EXERCISE DETAILS
Exact output of all the records is required.

GIVEN ENTRIES

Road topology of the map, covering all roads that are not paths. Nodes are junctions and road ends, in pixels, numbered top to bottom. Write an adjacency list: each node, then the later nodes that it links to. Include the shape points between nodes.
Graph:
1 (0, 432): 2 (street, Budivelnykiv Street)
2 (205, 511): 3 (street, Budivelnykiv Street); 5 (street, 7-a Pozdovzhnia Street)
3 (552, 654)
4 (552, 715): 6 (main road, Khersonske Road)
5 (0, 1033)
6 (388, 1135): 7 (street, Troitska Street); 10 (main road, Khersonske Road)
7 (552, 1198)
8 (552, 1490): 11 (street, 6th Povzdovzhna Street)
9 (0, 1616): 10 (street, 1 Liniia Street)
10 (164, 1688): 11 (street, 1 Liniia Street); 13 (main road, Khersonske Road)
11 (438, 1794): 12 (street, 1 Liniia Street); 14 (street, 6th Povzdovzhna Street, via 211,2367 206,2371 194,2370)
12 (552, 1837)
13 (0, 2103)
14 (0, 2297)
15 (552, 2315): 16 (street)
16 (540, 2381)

SOLUTION TO THE PROBLEM
Road topology of the map, covering all roads that are not paths. Nodes are junctions and road ends, in pixels, numbered top to bottom. Write an adjacency list: each node, then the later nodes that it links to. Include the shape points between nodes.
Graph:
1 (0, 432): 2 (street, Budivelnykiv Street)
2 (205, 511): 3 (street, Budivelnykiv Street); 5 (street, 7-a Pozdovzhnia Street)
3 (552, 654)
4 (552, 715): 6 (main road, Khersonske Road)
5 (0, 1033)
6 (388, 1135): 7 (street, Troitska Street); 10 (main road, Khersonske Road)
7 (552, 1198)
8 (552, 1490): 11 (street, 6th Povzdovzhna Street)
9 (0, 1616): 10 (street, 1 Liniia Street)
10 (164, 1688): 11 (street, 1 Liniia Street); 13 (main road, Khersonske Road)
11 (438, 1794): 12 (street, 1 Liniia Street); 14 (street, 6th Povzdovzhna Street, via 211,2367 206,2371 194,2370)
12 (552, 1837)
13 (0, 2103)
14 (0, 2297)
15 (552, 2315): 16 (street)
16 (540, 2381)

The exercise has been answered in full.